### About this task
Transcribe all of the data exactly. Images stay out.

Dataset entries
━━━━━━━━━━━━━━━━━━━━

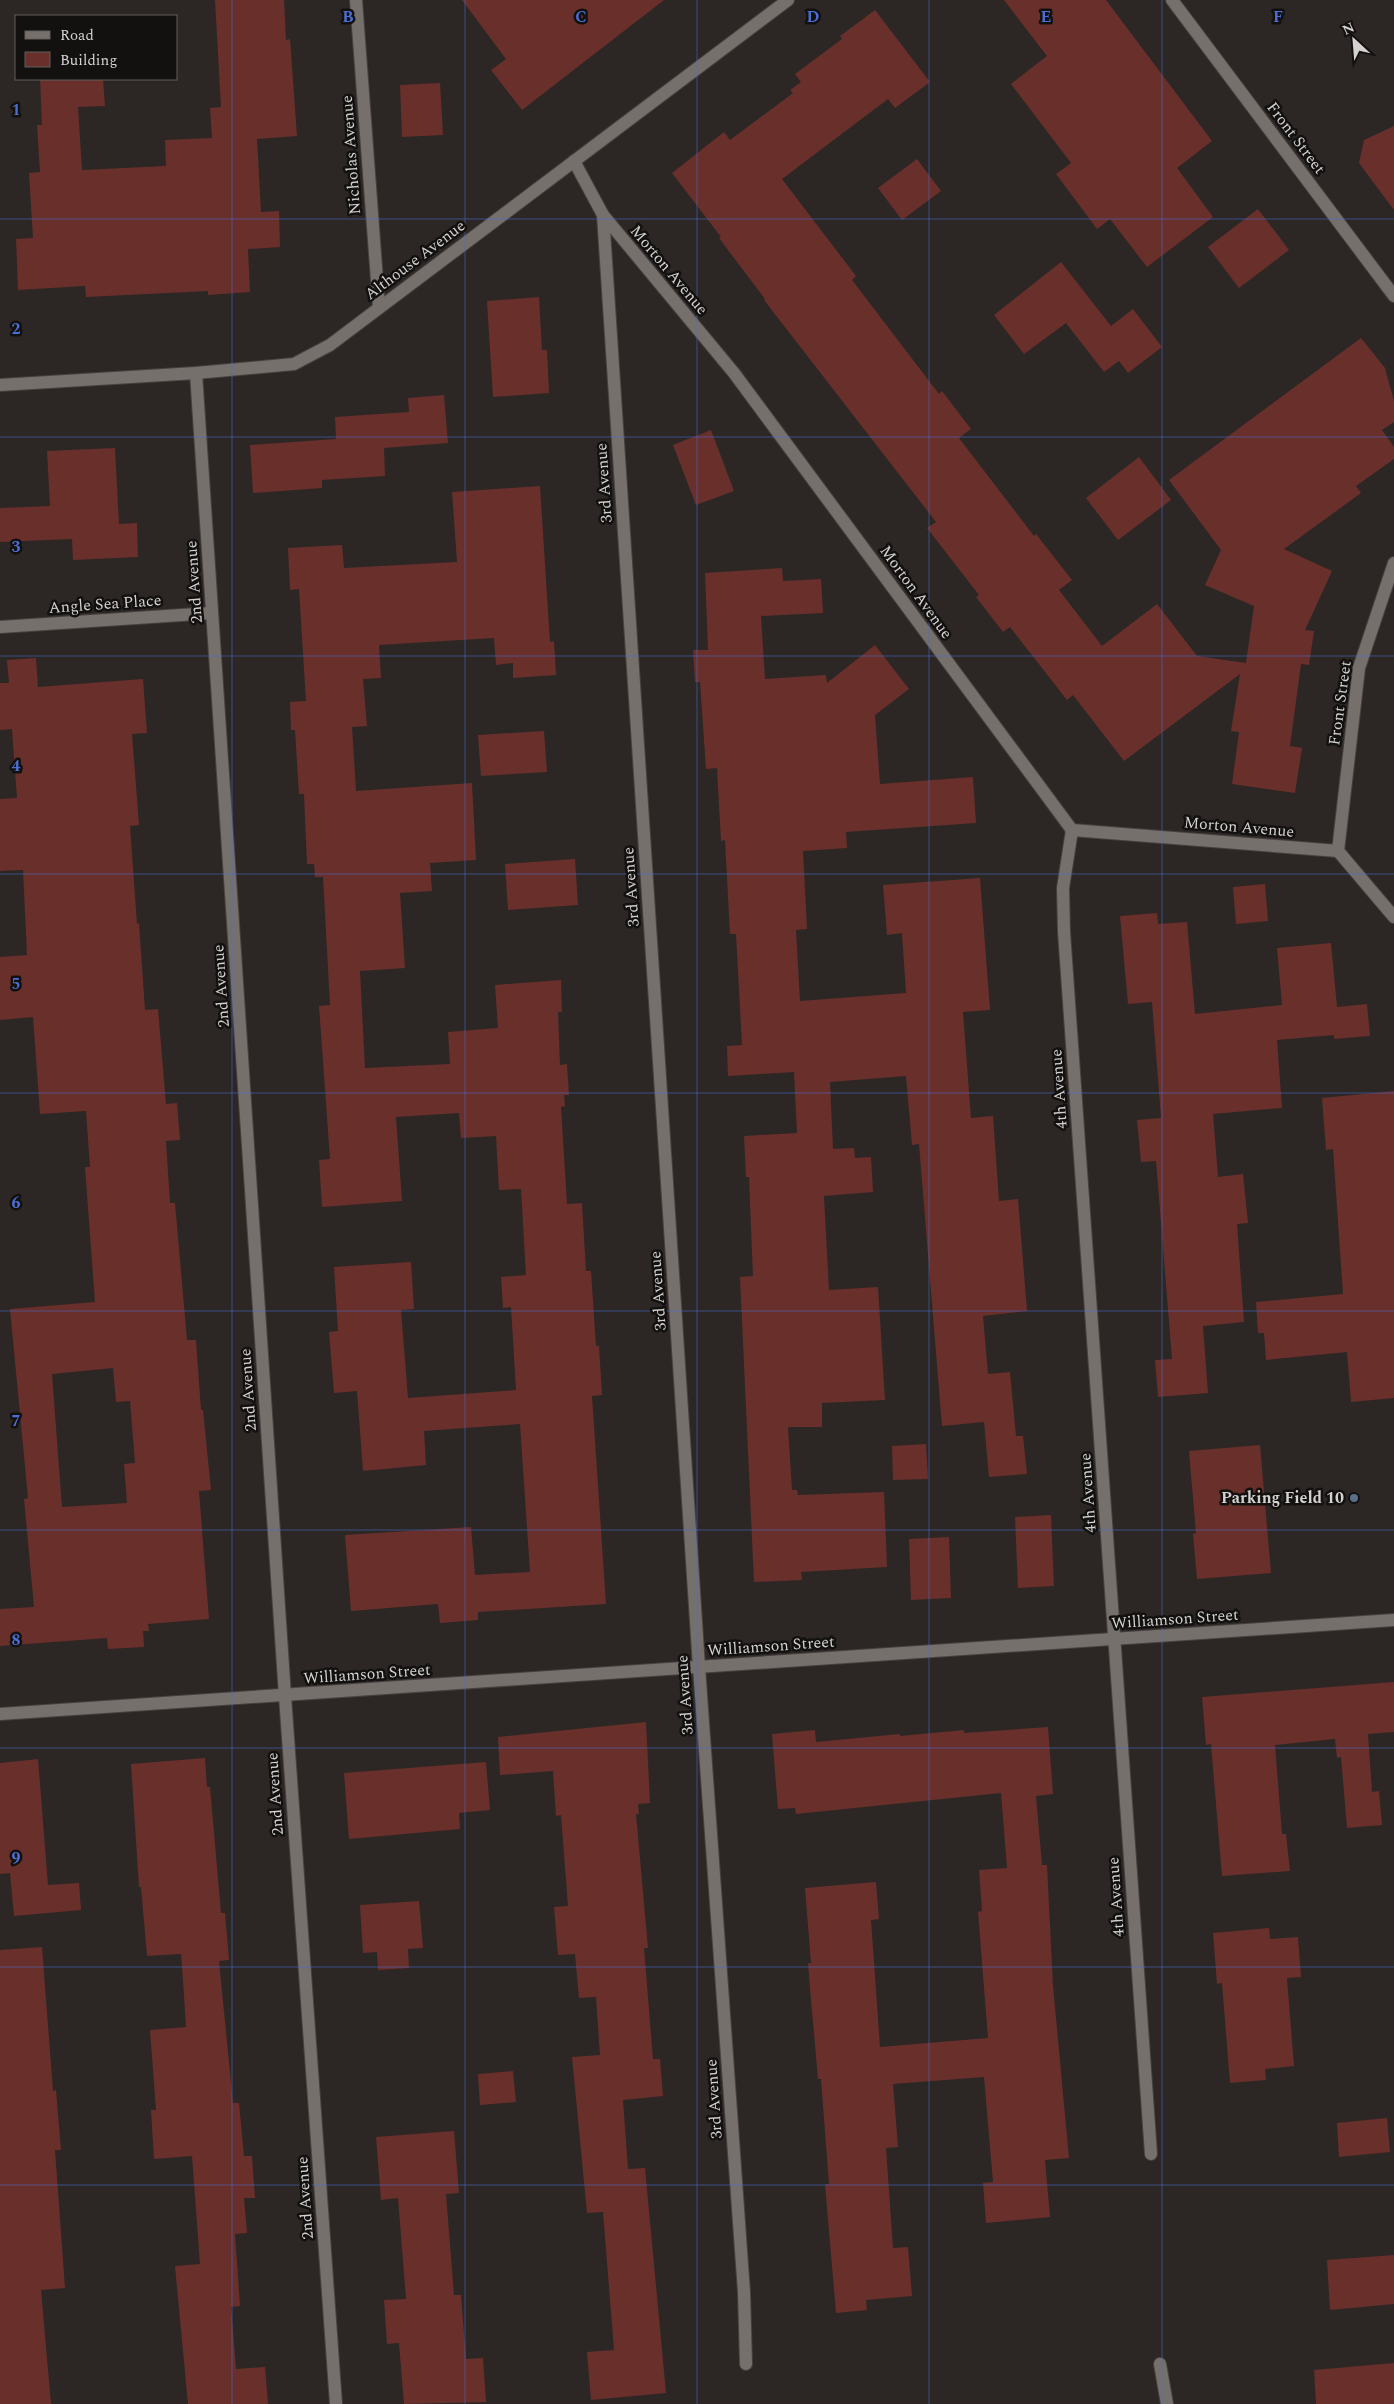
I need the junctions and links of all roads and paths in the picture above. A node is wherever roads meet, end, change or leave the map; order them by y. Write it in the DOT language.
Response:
graph roads {
  1 [pos="356,0"];
  2 [pos="788,0"];
  3 [pos="1172,0"];
  4 [pos="574,161"];
  5 [pos="603,215"];
  6 [pos="1394,296"];
  7 [pos="379,308"];
  8 [pos="196,373"];
  9 [pos="0,385"];
  10 [pos="1394,563"];
  11 [pos="212,614"];
  12 [pos="0,627"];
  13 [pos="1072,830"];
  14 [pos="1338,851"];
  15 [pos="1394,917"];
  16 [pos="1394,1620"];
  17 [pos="1114,1640"];
  18 [pos="699,1667"];
  19 [pos="285,1696"];
  20 [pos="0,1714"];
  21 [pos="1151,2154"];
  22 [pos="746,2364"];
  23 [pos="1160,2364"];
  24 [pos="336,2404"];
  25 [pos="1167,2404"];
  1 -- 7 [label="street, Nicholas Avenue"];
  2 -- 4 [label="street, Althouse Avenue"];
  3 -- 6 [label="street, Front Street"];
  4 -- 5 [label="street, Morton Avenue"];
  4 -- 7 [label="street, Althouse Avenue"];
  5 -- 13 [label="street, Morton Avenue"];
  5 -- 18 [label="street, 3rd Avenue"];
  7 -- 8 [label="street, Althouse Avenue"];
  8 -- 9 [label="street, Althouse Avenue"];
  8 -- 11 [label="street, 2nd Avenue"];
  10 -- 14 [label="street, Front Street"];
  11 -- 12 [label="street, Angle Sea Place"];
  11 -- 19 [label="street, 2nd Avenue"];
  13 -- 14 [label="street, Morton Avenue"];
  13 -- 17 [label="street, 4th Avenue"];
  14 -- 15 [label="street"];
  16 -- 17 [label="street, Williamson Street"];
  17 -- 18 [label="street, Williamson Street"];
  17 -- 21 [label="street, 4th Avenue"];
  18 -- 19 [label="street, Williamson Street"];
  18 -- 22 [label="street, 3rd Avenue"];
  19 -- 20 [label="street, Williamson Street"];
  19 -- 24 [label="street, 2nd Avenue"];
  23 -- 25 [label="street"];
}
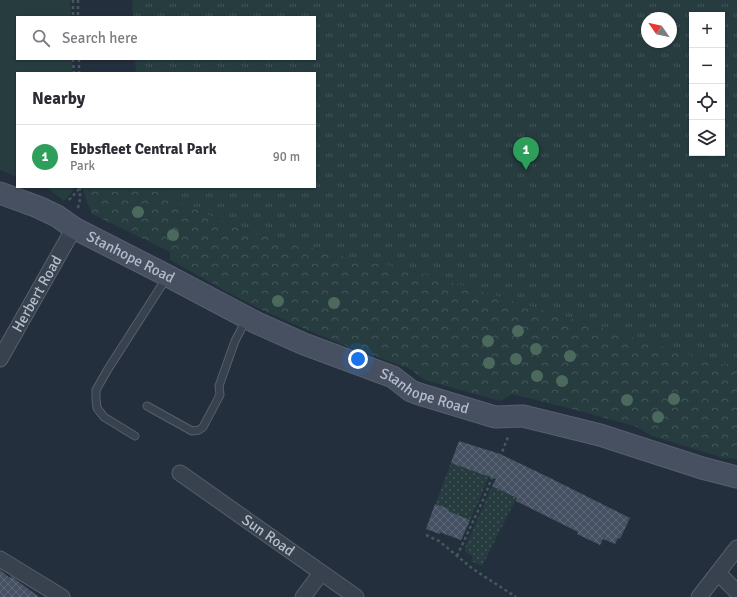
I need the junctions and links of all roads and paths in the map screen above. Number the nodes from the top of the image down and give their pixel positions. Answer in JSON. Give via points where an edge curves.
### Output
{"nodes":[{"id":1,"x":73,"y":0,"type":"edge"},
{"id":2,"x":78,"y":0,"type":"edge"},
{"id":3,"x":73,"y":16,"type":"edge"},
{"id":4,"x":78,"y":16,"type":"edge"},
{"id":5,"x":73,"y":60,"type":"edge"},
{"id":6,"x":79,"y":60,"type":"edge"},
{"id":7,"x":74,"y":72,"type":"edge"},
{"id":8,"x":79,"y":72,"type":"edge"},
{"id":9,"x":0,"y":193,"type":"edge"},
{"id":10,"x":74,"y":228,"type":"junction"},
{"id":11,"x":168,"y":276,"type":"junction"},
{"id":12,"x":247,"y":318,"type":"junction"},
{"id":13,"x":0,"y":359,"type":"edge"},
{"id":14,"x":147,"y":406,"type":"dead end"},
{"id":15,"x":514,"y":416,"type":"junction"},
{"id":16,"x":135,"y":436,"type":"dead end"},
{"id":17,"x":180,"y":473,"type":"dead end"},
{"id":18,"x":737,"y":477,"type":"edge"},
{"id":19,"x":426,"y":535,"type":"dead end"},
{"id":20,"x":737,"y":548,"type":"edge"},
{"id":21,"x":457,"y":556,"type":"junction"},
{"id":22,"x":0,"y":559,"type":"edge"},
{"id":23,"x":322,"y":573,"type":"junction"},
{"id":24,"x":718,"y":573,"type":"junction"},
{"id":25,"x":737,"y":592,"type":"edge"},
{"id":26,"x":62,"y":597,"type":"edge"},
{"id":27,"x":303,"y":597,"type":"edge"},
{"id":28,"x":356,"y":597,"type":"edge"},
{"id":29,"x":516,"y":597,"type":"edge"},
{"id":30,"x":699,"y":597,"type":"edge"}],
"edges":[{"from":1,"to":3,"type":"path"},
{"from":2,"to":4,"type":"path"},
{"from":5,"to":7,"type":"path"},
{"from":6,"to":8,"type":"path"},
{"from":9,"to":10,"type":"main road","name":"Stanhope Road","via":[[38,207]]},
{"from":10,"to":11,"type":"main road","name":"Stanhope Road"},
{"from":10,"to":13,"type":"street","name":"Herbert Road"},
{"from":11,"to":12,"type":"main road","name":"Stanhope Road"},
{"from":11,"to":16,"type":"lane","via":[[96,390],[97,408],[104,417]]},
{"from":12,"to":14,"type":"lane","via":[[235,341],[219,386],[220,395],[199,430],[192,431]]},
{"from":12,"to":15,"type":"main road","name":"Stanhope Road","via":[[304,344],[395,378],[419,394],[495,417]]},
{"from":15,"to":18,"type":"main road","name":"Stanhope Road","via":[[600,436]]},
{"from":15,"to":21,"type":"path","via":[[483,500]]},
{"from":17,"to":23,"type":"street","name":"Sun Road"},
{"from":19,"to":21,"type":"path","via":[[439,541]]},
{"from":20,"to":24,"type":"street"},
{"from":21,"to":29,"type":"path"},
{"from":22,"to":26,"type":"street"},
{"from":23,"to":27,"type":"street"},
{"from":23,"to":28,"type":"street","name":"Sun Road"},
{"from":24,"to":25,"type":"street"},
{"from":24,"to":30,"type":"street"}]}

━━━━━━━━━━━━━━━━━━━━

### Answer box
I need the junctions and links of all roads and paths in the picture above. A node is wherever roads meet, end, change or leave the map; order them by y. Write it in the DOT language.
Response:
graph roads {
  1 [pos="356,0"];
  2 [pos="788,0"];
  3 [pos="1172,0"];
  4 [pos="574,161"];
  5 [pos="603,215"];
  6 [pos="1394,296"];
  7 [pos="379,308"];
  8 [pos="196,373"];
  9 [pos="0,385"];
  10 [pos="1394,563"];
  11 [pos="212,614"];
  12 [pos="0,627"];
  13 [pos="1072,830"];
  14 [pos="1338,851"];
  15 [pos="1394,917"];
  16 [pos="1394,1620"];
  17 [pos="1114,1640"];
  18 [pos="699,1667"];
  19 [pos="285,1696"];
  20 [pos="0,1714"];
  21 [pos="1151,2154"];
  22 [pos="746,2364"];
  23 [pos="1160,2364"];
  24 [pos="336,2404"];
  25 [pos="1167,2404"];
  1 -- 7 [label="street, Nicholas Avenue"];
  2 -- 4 [label="street, Althouse Avenue"];
  3 -- 6 [label="street, Front Street"];
  4 -- 5 [label="street, Morton Avenue"];
  4 -- 7 [label="street, Althouse Avenue"];
  5 -- 13 [label="street, Morton Avenue"];
  5 -- 18 [label="street, 3rd Avenue"];
  7 -- 8 [label="street, Althouse Avenue"];
  8 -- 9 [label="street, Althouse Avenue"];
  8 -- 11 [label="street, 2nd Avenue"];
  10 -- 14 [label="street, Front Street"];
  11 -- 12 [label="street, Angle Sea Place"];
  11 -- 19 [label="street, 2nd Avenue"];
  13 -- 14 [label="street, Morton Avenue"];
  13 -- 17 [label="street, 4th Avenue"];
  14 -- 15 [label="street"];
  16 -- 17 [label="street, Williamson Street"];
  17 -- 18 [label="street, Williamson Street"];
  17 -- 21 [label="street, 4th Avenue"];
  18 -- 19 [label="street, Williamson Street"];
  18 -- 22 [label="street, 3rd Avenue"];
  19 -- 20 [label="street, Williamson Street"];
  19 -- 24 [label="street, 2nd Avenue"];
  23 -- 25 [label="street"];
}
I need the junctions and links of all roads and paths in the map screen above. Number the nodes from the top of the image down and give their pixel positions. Answer in JSON. Give via points where an edge curves.
### Output
{"nodes":[{"id":1,"x":73,"y":0,"type":"edge"},
{"id":2,"x":78,"y":0,"type":"edge"},
{"id":3,"x":73,"y":16,"type":"edge"},
{"id":4,"x":78,"y":16,"type":"edge"},
{"id":5,"x":73,"y":60,"type":"edge"},
{"id":6,"x":79,"y":60,"type":"edge"},
{"id":7,"x":74,"y":72,"type":"edge"},
{"id":8,"x":79,"y":72,"type":"edge"},
{"id":9,"x":0,"y":193,"type":"edge"},
{"id":10,"x":74,"y":228,"type":"junction"},
{"id":11,"x":168,"y":276,"type":"junction"},
{"id":12,"x":247,"y":318,"type":"junction"},
{"id":13,"x":0,"y":359,"type":"edge"},
{"id":14,"x":147,"y":406,"type":"dead end"},
{"id":15,"x":514,"y":416,"type":"junction"},
{"id":16,"x":135,"y":436,"type":"dead end"},
{"id":17,"x":180,"y":473,"type":"dead end"},
{"id":18,"x":737,"y":477,"type":"edge"},
{"id":19,"x":426,"y":535,"type":"dead end"},
{"id":20,"x":737,"y":548,"type":"edge"},
{"id":21,"x":457,"y":556,"type":"junction"},
{"id":22,"x":0,"y":559,"type":"edge"},
{"id":23,"x":322,"y":573,"type":"junction"},
{"id":24,"x":718,"y":573,"type":"junction"},
{"id":25,"x":737,"y":592,"type":"edge"},
{"id":26,"x":62,"y":597,"type":"edge"},
{"id":27,"x":303,"y":597,"type":"edge"},
{"id":28,"x":356,"y":597,"type":"edge"},
{"id":29,"x":516,"y":597,"type":"edge"},
{"id":30,"x":699,"y":597,"type":"edge"}],
"edges":[{"from":1,"to":3,"type":"path"},
{"from":2,"to":4,"type":"path"},
{"from":5,"to":7,"type":"path"},
{"from":6,"to":8,"type":"path"},
{"from":9,"to":10,"type":"main road","name":"Stanhope Road","via":[[38,207]]},
{"from":10,"to":11,"type":"main road","name":"Stanhope Road"},
{"from":10,"to":13,"type":"street","name":"Herbert Road"},
{"from":11,"to":12,"type":"main road","name":"Stanhope Road"},
{"from":11,"to":16,"type":"lane","via":[[96,390],[97,408],[104,417]]},
{"from":12,"to":14,"type":"lane","via":[[235,341],[219,386],[220,395],[199,430],[192,431]]},
{"from":12,"to":15,"type":"main road","name":"Stanhope Road","via":[[304,344],[395,378],[419,394],[495,417]]},
{"from":15,"to":18,"type":"main road","name":"Stanhope Road","via":[[600,436]]},
{"from":15,"to":21,"type":"path","via":[[483,500]]},
{"from":17,"to":23,"type":"street","name":"Sun Road"},
{"from":19,"to":21,"type":"path","via":[[439,541]]},
{"from":20,"to":24,"type":"street"},
{"from":21,"to":29,"type":"path"},
{"from":22,"to":26,"type":"street"},
{"from":23,"to":27,"type":"street"},
{"from":23,"to":28,"type":"street","name":"Sun Road"},
{"from":24,"to":25,"type":"street"},
{"from":24,"to":30,"type":"street"}]}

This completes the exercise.